DTLS ([10]) requires that peers can be mutually authenticated, preferably by presenting certificates signed by a certificate authority (CA) that is trusted by both peers. (Other peer authentication methods like relying on a pre-shared key are also specified.) The goal of DTLS-SRTP is however to allow secure communication between parties that do not know each other before and that do not share a common trusted CA. To achieve this, DTLS-SRTP uses peer authentication methods where each peer is authenticated via a certificate that is not signed by a CA, but only by the peer itself. The identity of the peers cannot be asserted by such certificates, but is asserted via the SIP signalling used to establish the media session, e.g. by the usage of the P-asserted-identity header field or by SIP identity and SIP connected identity (RFC 4474 and RFC 4916, [13] and [14]).
To ensure that an attacker in the media path cannot perform a man-in-the-middle attack on the certificates, certificate fingerprints are transmitted in the SIP messages (inside the SDP bodies) that allow verifying the validity of a certificate received over the media path. The integrity of the fingerprint must be protected, e.g. by general measures to protect the signalling traffic, or by the usage of SIP identity and SIP connected identity. (Additional variants have been proposed in different (personal) Internet Drafts.)
The following sections discuss the most important issues for DTLS-SRTP as a solution candidate for the IMS media plane security.
7.5.2	Usage of the media path
According to requirement 22, a solution must not rely on the media path being available before session establishment, because it is assumed that session border controllers may be present that block the media path until the session has been established. 
While DTLS-SRTP allows that the called party uses the media path to perform the DTLS-SRTP handshake immediately after it has received the SDP offer, it is also possible for the called party to stay passive and let the caller start the handshake.
Depending on the policies in the network, the media path may be available after the SDP answer has been transmitted, or – at the latest – after the 200 OK message has been passed. In both cases, the calling party is the receiver of the message that opens up the media path and can therefore start the DTLS-SRTP handshake immediately after receiving the message.
According to requirement 23, a media security solution shall assume that only media traffic can be sent over the media path. In case of DTLS-SRTP, the handshake packets, which are not media packets, must be transmitted in the media path. These packets use exactly the same IP addresses and UDP ports as the subsequent media packets. There seems not much point in blocking such traffic. Moreover, there is reason to assume that deployed SBC-products feature a considerable degree of flexibility and are not limited in a way that they cannot be configured to let the handshake traffic pass.
Concerning requirement 29: Obviously, a slight delay arises because the handshake cannot be done before the media path is available.
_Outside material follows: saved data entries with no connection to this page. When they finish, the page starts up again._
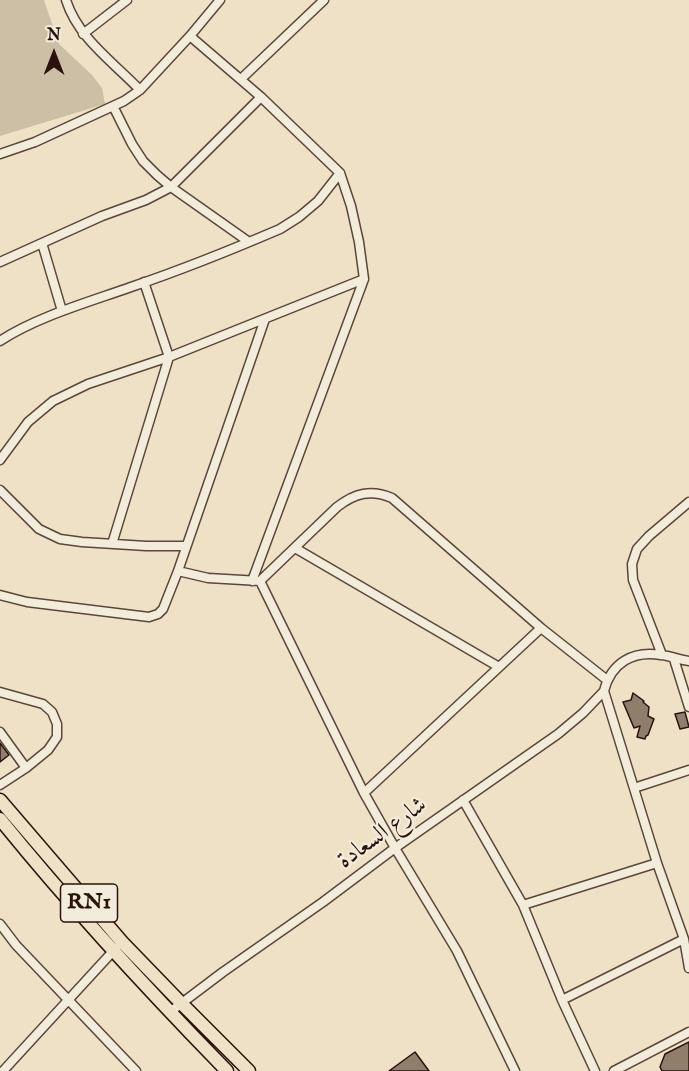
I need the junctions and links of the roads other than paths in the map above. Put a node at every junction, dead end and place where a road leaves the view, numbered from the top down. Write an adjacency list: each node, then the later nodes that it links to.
1 (66, 0): 5 (street)
2 (127, 0): 5 (street)
3 (220, 0): 6 (street)
4 (324, 0): 7 (street)
5 (83, 34): 8 (street)
6 (190, 36): 7 (street); 8 (street)
7 (241, 79): 9 (street)
8 (140, 90): 10 (street)
9 (261, 97): 12 (street); 13 (street)
10 (113, 106): 11 (street); 13 (street)
11 (0, 154)
12 (340, 173): 14 (street); 17 (street)
13 (171, 187): 14 (street); 15 (street)
14 (249, 242): 18 (street)
15 (42, 243): 16 (street); 19 (street)
16 (0, 262)
17 (364, 279): 20 (street); 30 (street)
18 (144, 282): 19 (street); 22 (street)
19 (62, 311): 21 (street)
20 (265, 319): 22 (street); 27 (street)
21 (0, 341)
22 (169, 357): 23 (street); 26 (street)
23 (0, 460)
24 (0, 490): 26 (street)
25 (689, 502): 33 (street)
26 (112, 544): 27 (street)
27 (186, 546): 29 (street)
28 (294, 548): 30 (street); 32 (street); 36 (street)
29 (178, 571): 30 (street); 31 (street)
30 (256, 581): 46 (street)
31 (0, 595)
32 (541, 628): 36 (street); 37 (street)
33 (662, 655): 34 (street); 37 (street)
34 (674, 659): 35 (street); 40 (street)
35 (689, 661)
36 (499, 667): 46 (street)
37 (607, 680): 38 (street)
38 (604, 691): 45 (street); 48 (street, شارع السعادة)
39 (0, 692): 42 (street)
40 (689, 707)
41 (0, 732): 42 (street)
42 (26, 768): 44 (street)
43 (689, 770): 45 (street)
44 (0, 785)
45 (634, 788): 51 (street)
46 (364, 793): 50 (street)
47 (0, 800): 55 (main road, RN1)
48 (464, 800): 50 (street, شارع السعادة); 52 (street)
49 (0, 819): 56 (main road, RN1)
50 (395, 848): 60 (street, شارع السعادة); 67 (street)
51 (657, 863): 52 (street); 54 (street)
52 (523, 905): 59 (street)
53 (0, 924): 58 (street)
54 (684, 939): 57 (street); 59 (street)
55 (122, 942): 56 (street); 60 (main road, RN1)
56 (112, 951): 58 (street); 61 (main road, RN1)
57 (689, 968)
58 (68, 1000): 63 (street); 64 (street)
59 (562, 1000): 68 (street)
60 (181, 1004): 61 (street, شارع السعادة); 66 (main road, RN1)
61 (170, 1012): 65 (main road, RN1)
62 (689, 1032): 69 (street)
63 (4, 1068)
64 (136, 1071)
65 (227, 1071)
66 (249, 1071)
67 (515, 1071)
68 (595, 1071)
69 (614, 1071)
However, the problem of clipping is rather caused by the policy enforced by the SBCs (block the path until session establishment) than by the fact that the DTLS-SRTP handshake is done in the media path.
7.5.3	Lawful interception
Requirements 1-3 require the support of LI. Three approaches to perform LI for DTLS-SRTP are outlined in the following sections. None of them is as easy and straightforward as it would be e.g. for SDES. Of the three approaches below, only “Key disclosure” seems to be feasible.
Note that on the other hand, it is currently not fully clear, to what degree an operator will be obliged to provide cleartext communication content, if the operator does not contribute to the encryption and does not know the keys (as it is the case for DTLS-SRTP).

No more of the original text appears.